Jimmy Wong’s chef career has taken him from his home in Hong Kong to Singapore, China and now, Malaysia.
Currently the executive chef at Yun House in Four Seasons Hotel Kuala Lumpur, he says he loves Malaysia.
“My wife comes over from Singapore to eat durian and get a massage!” The chef indulges his wife who is Singaporean, and both of them would make the trip to Johor Baru to do this when he’s on his leave.
After more than three decades of cooking for other people, Wong says his views and end game have totally about-turned.
“When I was young, it was all about making money and getting rich. Now, I just want to be happy and enjoy what I do.”
Wong, 56, did not start his culinary career right after leaving school. He landed his first job as an office boy when he was 19. Just three months into it, he realised that he didn’t really like it and became a delivery man instead.
It was only at his third try in the job market that he found work in a restaurant, Lei Garden, in Hong Kong. There, he stayed on for eight years, learning everything he could.
“I did everything, including wash my senior colleagues’ shorts and singlets! It was the norm for juniors to do such tasks those days.”
When Singapore opened its first Lei Garden, which had earned a reputation as Asia’s premier restaurant group, he was sent there to help out. His responsibility then was mainly washing and cooking shark’s fin in the steamer section of the restaurant.
After two years, he went up the ranks and become its executive sous chef. He stayed at Lei Gardens for nearly five years before moving on to Marina Mandarin Hotel in 1995.
Two years later, he joined the Pine Tree Club where he was promoted to executive chef and stayed for nine years, his longest stint before joining Singapore Island Club for another five years.

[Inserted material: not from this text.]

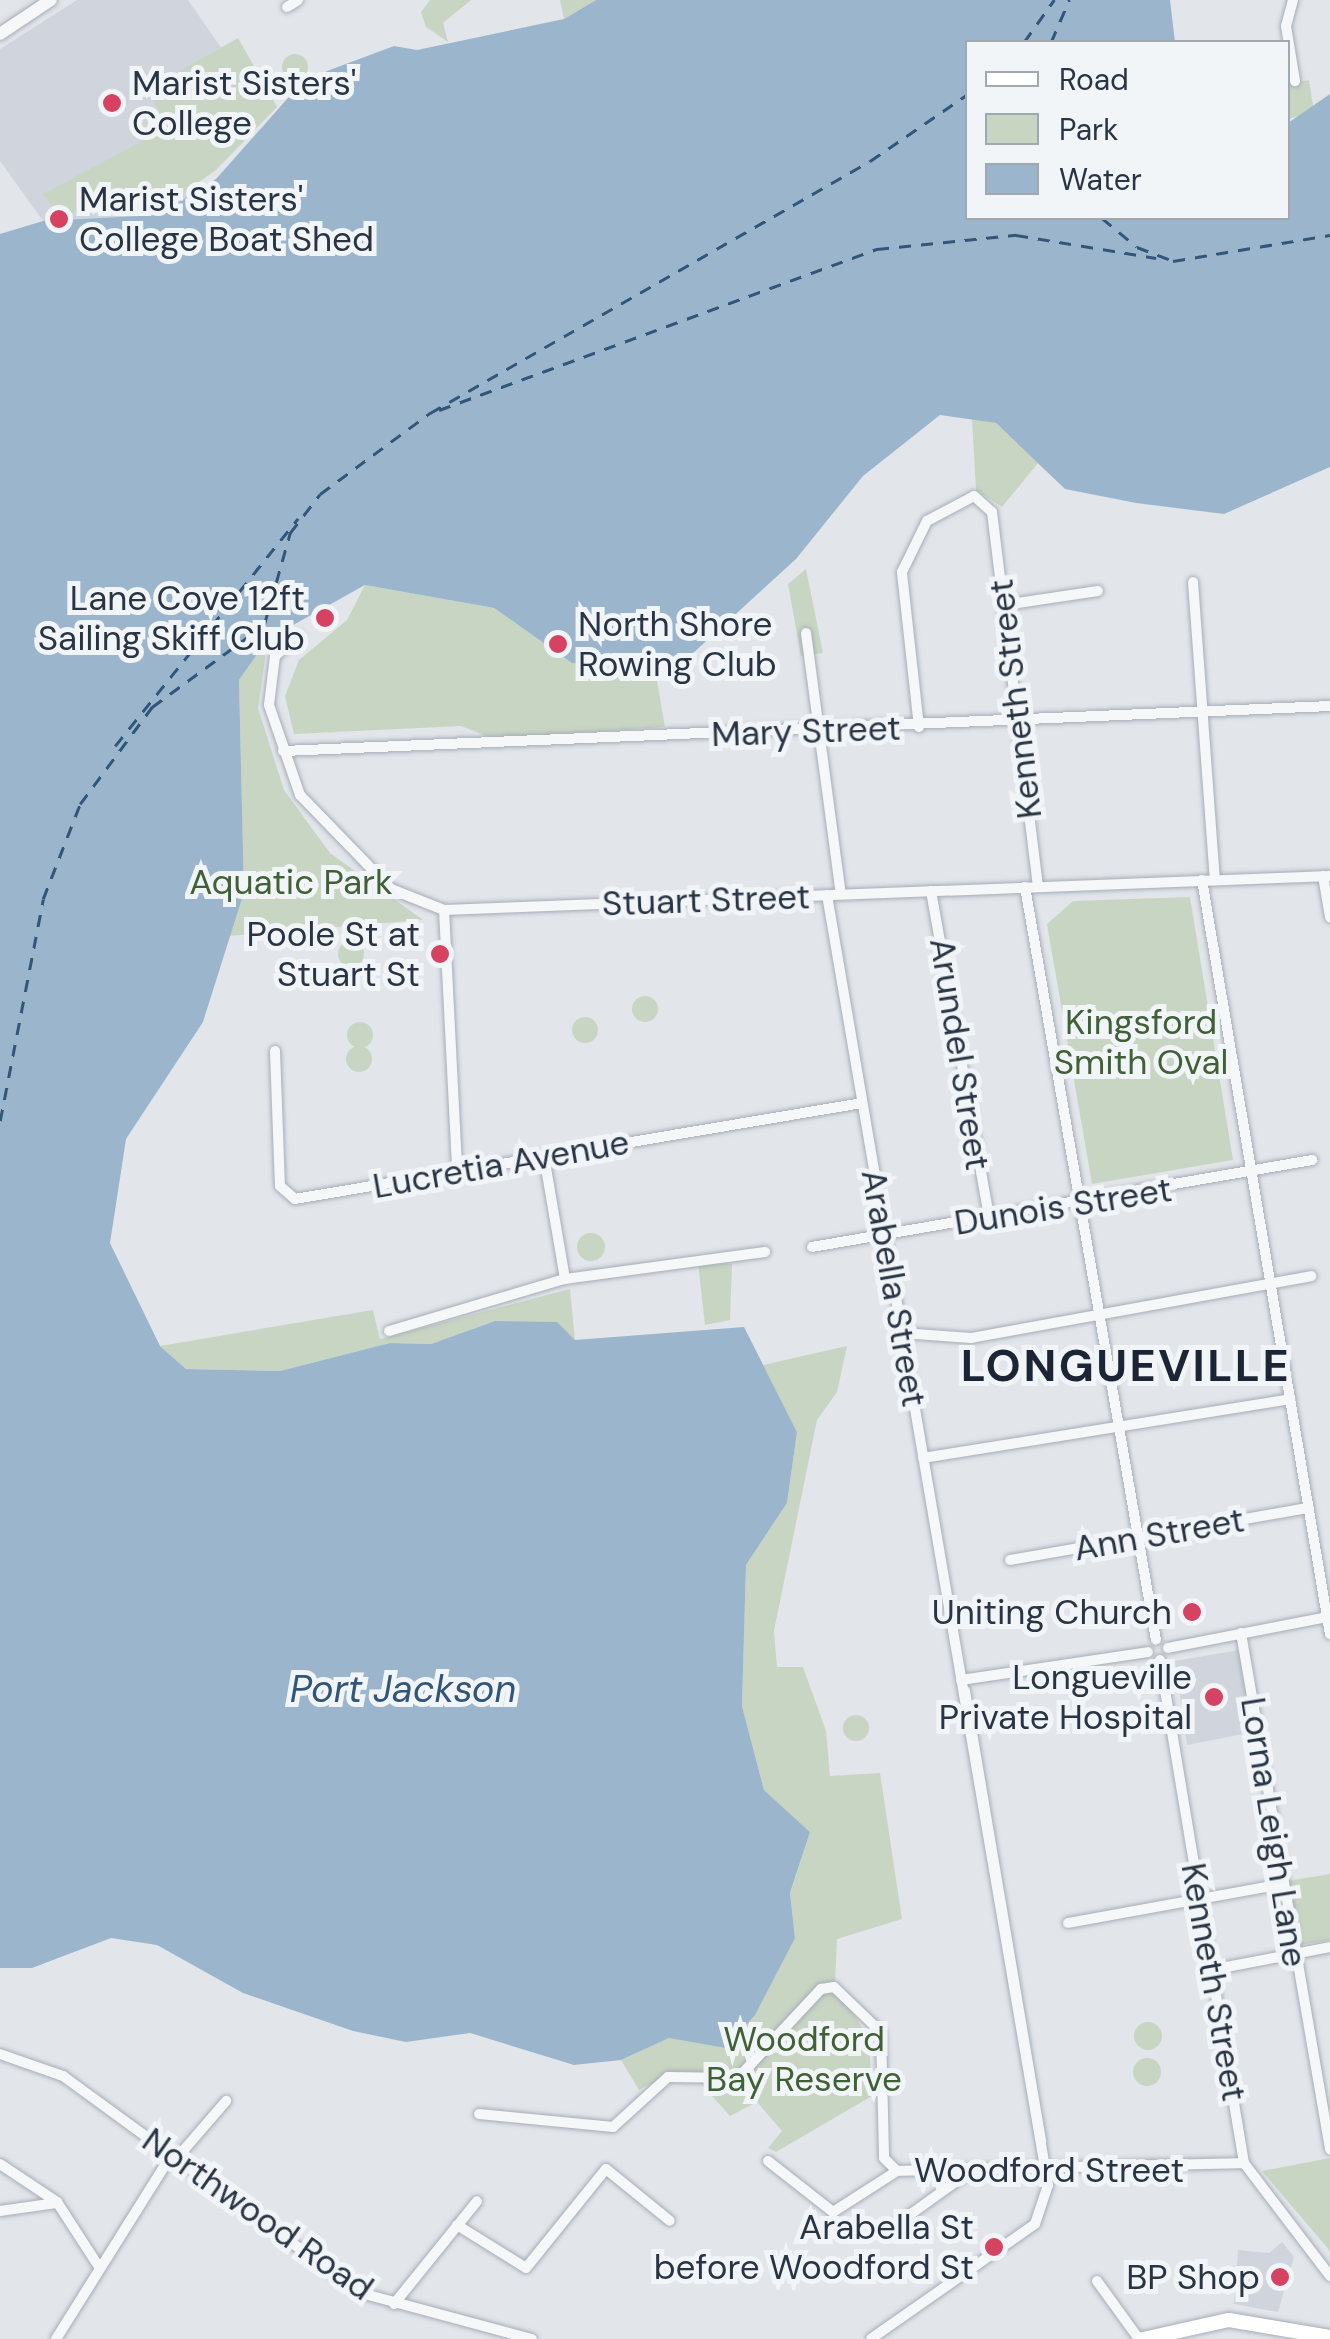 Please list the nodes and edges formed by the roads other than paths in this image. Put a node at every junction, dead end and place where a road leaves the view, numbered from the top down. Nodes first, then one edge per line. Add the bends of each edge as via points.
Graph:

After Singapore, he went to China as the Ritz Carlton Beijing beckoned.
“I couldn’t stand the weather there as it was so cold and dry, and there was constant traffic congestion. My wife didn’t like Beijing, so I joined Shenzen Shangri-La where I worked for five years,” he says.

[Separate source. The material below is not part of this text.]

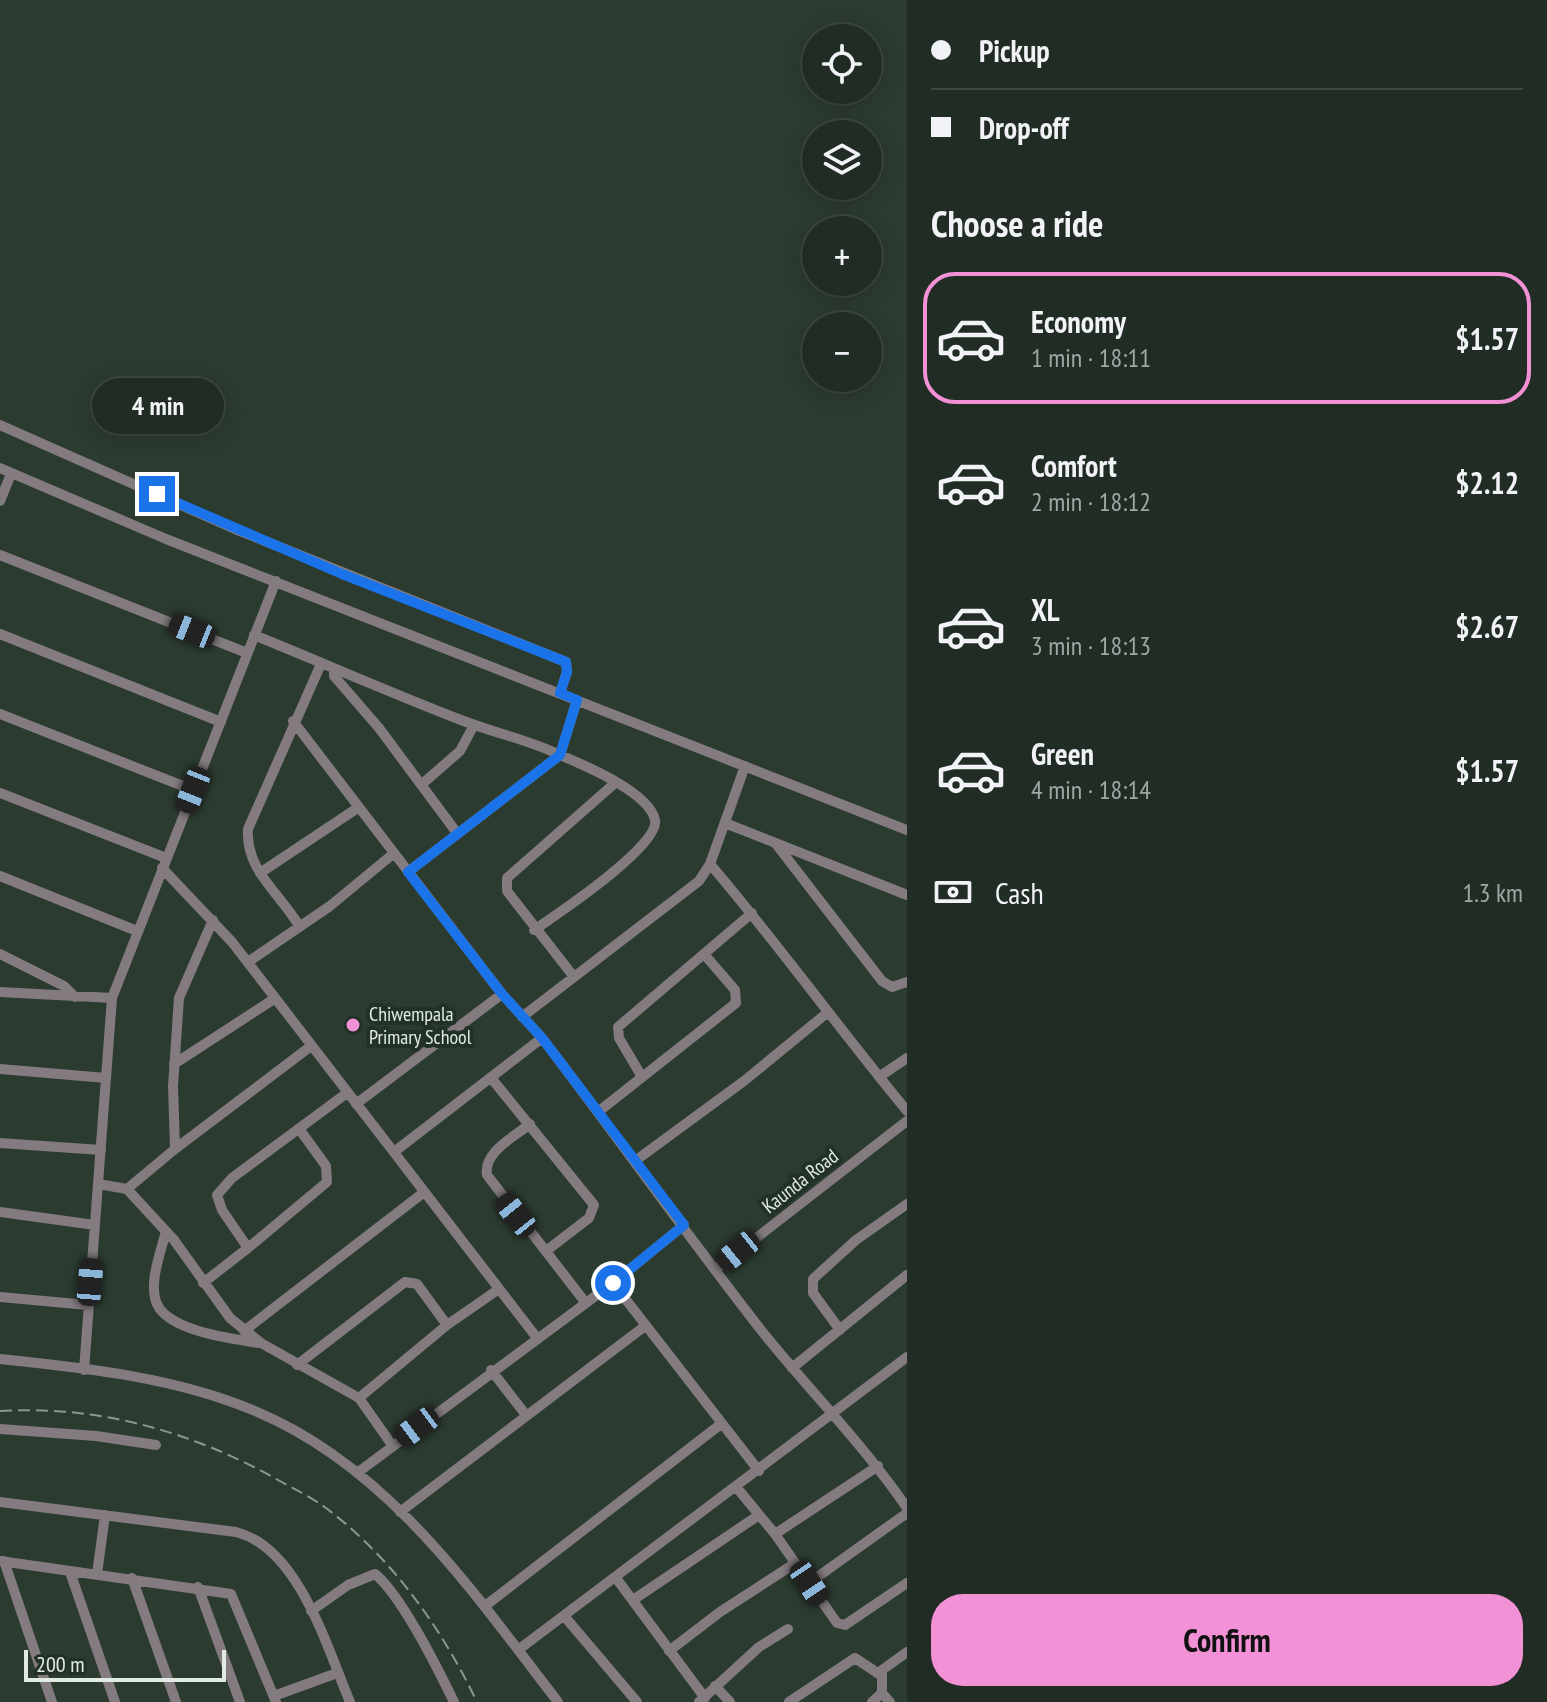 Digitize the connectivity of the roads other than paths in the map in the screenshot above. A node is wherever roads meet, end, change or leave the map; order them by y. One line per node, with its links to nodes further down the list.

Wong’s two children live and work in Singapore, and his daughter asked him to return. While in Shenzen, he had a few job offers in Singapore and his daughter replied on his behalf to St Regis Singapore, which was how he ended up coming back to this part of the world.

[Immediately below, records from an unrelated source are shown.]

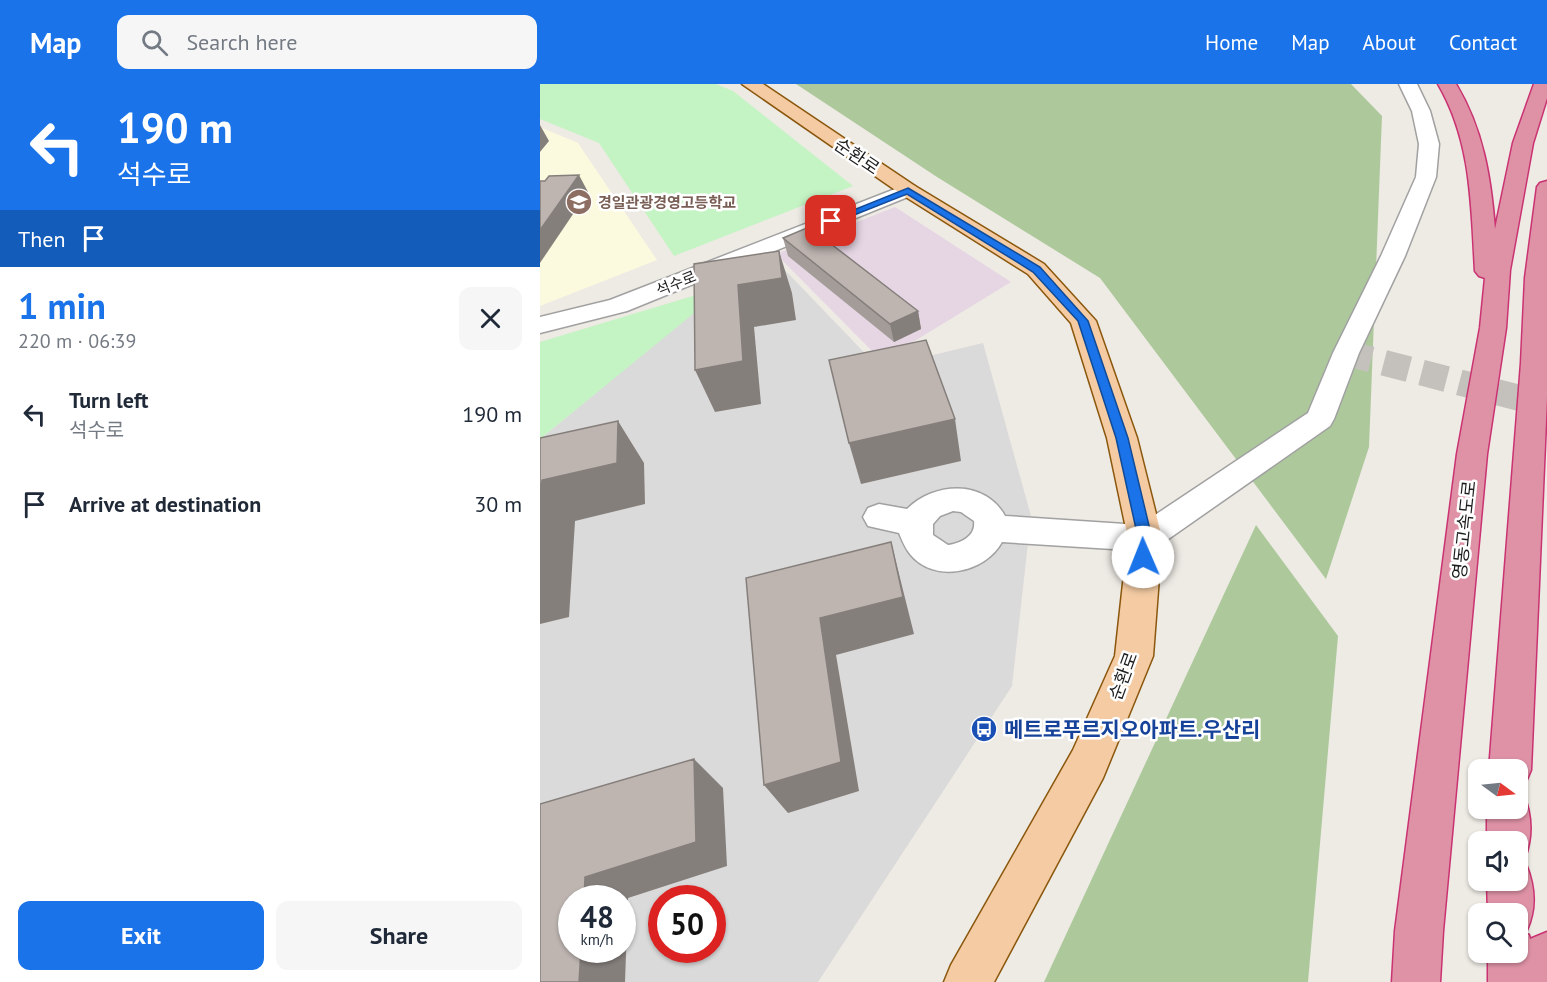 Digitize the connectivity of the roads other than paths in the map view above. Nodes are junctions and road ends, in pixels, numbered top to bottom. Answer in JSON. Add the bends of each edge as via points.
{"nodes":[{"id":1,"x":752,"y":84,"type":"edge"},
{"id":2,"x":1408,"y":84,"type":"edge"},
{"id":3,"x":1447,"y":84,"type":"edge"},
{"id":4,"x":1543,"y":84,"type":"edge"},
{"id":5,"x":1547,"y":186,"type":"edge"},
{"id":6,"x":908,"y":190,"type":"junction"},
{"id":7,"x":540,"y":325,"type":"edge"},
{"id":8,"x":1493,"y":328,"type":"junction"},
{"id":9,"x":879,"y":517,"type":"dead end"},
{"id":10,"x":916,"y":524,"type":"junction"},
{"id":11,"x":991,"y":528,"type":"junction"},
{"id":12,"x":1145,"y":538,"type":"junction"},
{"id":13,"x":1511,"y":759,"type":"edge"},
{"id":14,"x":1547,"y":956,"type":"edge"},
{"id":15,"x":1512,"y":963,"type":"edge"},
{"id":16,"x":968,"y":982,"type":"edge"},
{"id":17,"x":1416,"y":982,"type":"edge"},
{"id":18,"x":1512,"y":982,"type":"edge"},
{"id":19,"x":1544,"y":982,"type":"edge"}],
"edges":[{"from":1,"to":6,"type":"main road","name":"순환로"},
{"from":2,"to":12,"type":"street","via":[[1421,111],[1429,144],[1426,177],[1320,419]]},
{"from":3,"to":8,"type":"highway","via":[[1468,125],[1476,161]]},
{"from":4,"to":8,"type":"highway","name":"영동고속도로","via":[[1522,143],[1498,270]]},
{"from":5,"to":13,"type":"highway","via":[[1537,278]]},
{"from":6,"to":7,"type":"street","name":"석수로","via":[[694,287]]},
{"from":6,"to":12,"type":"main road","name":"순환로","via":[[1036,270],[1083,321],[1122,438]]},
{"from":8,"to":17,"type":"highway","name":"영동고속도로","via":[[1472,454]]},
{"from":9,"to":10,"type":"street"},
{"from":10,"to":11,"type":"street","via":[[929,506],[952,499],[976,503],[990,518]]},
{"from":10,"to":11,"type":"street","via":[[918,542],[925,550],[948,558],[972,553],[982,546]]},
{"from":11,"to":12,"type":"street"},
{"from":12,"to":16,"type":"main road","name":"순환로","via":[[1134,656],[1088,764]]},
{"from":14,"to":19,"type":"highway"},
{"from":15,"to":18,"type":"highway"}]}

“It was very busy as the restaurant was always packed. But F&B in Singapore was very challenging.
I didn’t have enough people working in the kitchen with me and getting more staff was not easy. So I had to keep the menu simple and churn out easy dishes as the food had to go out fast,” he adds.
At Yun House, he has learnt to be creative with seafood as the restaurant is pork-free.
Cantonese cuisine is renowned for its soups, so he would harness the natural sweetness and flavours of chicken, dried scallops, pau sum (American ginseng) and shark’s fin. Wong doesn’t believe in holding back on ingredients.
“If you put your heart into cooking, you can’t go wrong.”
He also learnt a lot about cooking healthy during his stint at the Ritz Carlton Beijing.
“My boss was inclined towards healthy eating, and I used to spend one day a week in a Beijing library looking up recipes in cookbooks.
I would boil down two chickens just to make two bowls of soup. You might think it strange but people in Beijing eat their fruits warm, not cold from the fridge. And they eat them before a meal, not after,” he explains.
Food for his boss was mostly steamed.
“He doesn’t eat anything deep-fried. He preferred dishes like chicken soup, steamed fish and por choy (spinach) with egg.”
Wong himself practises healthy eating too. An ideal meal for him would be a bowl of noodles with fish and close to 120g of green vegetables, which is a must for him.
The fish, ideally, should be from the sea, and he advocates black vinegar as a dip rather than soy sauce. He also avoids eating too much chilli.
“I don’t go for expensive things. Given half a choice, I’ll go for street food such as the curry fishhead in Pudu (KL).”
Back home in Singapore, he would sometimes cook with charcoal on the balcony of his flat.
“I would boil the soup for two hours. Hong Kong people will die for soup! They want their skin to get moist and nice!”
Happiness matters for the chef and once in a while, he drinks beer and watches football “as there’s no one to play mahjong with.” When in Singapore, he plays mahjong with his mother-in-law and “lose to her.”
His mantra is pretty simple – eat healthy and well, get a good massage and exercise round the KLCC Park – that’s all Wong needs to keep him happy at his job in Yun House where he’s been since 2018 when the hotel first opened.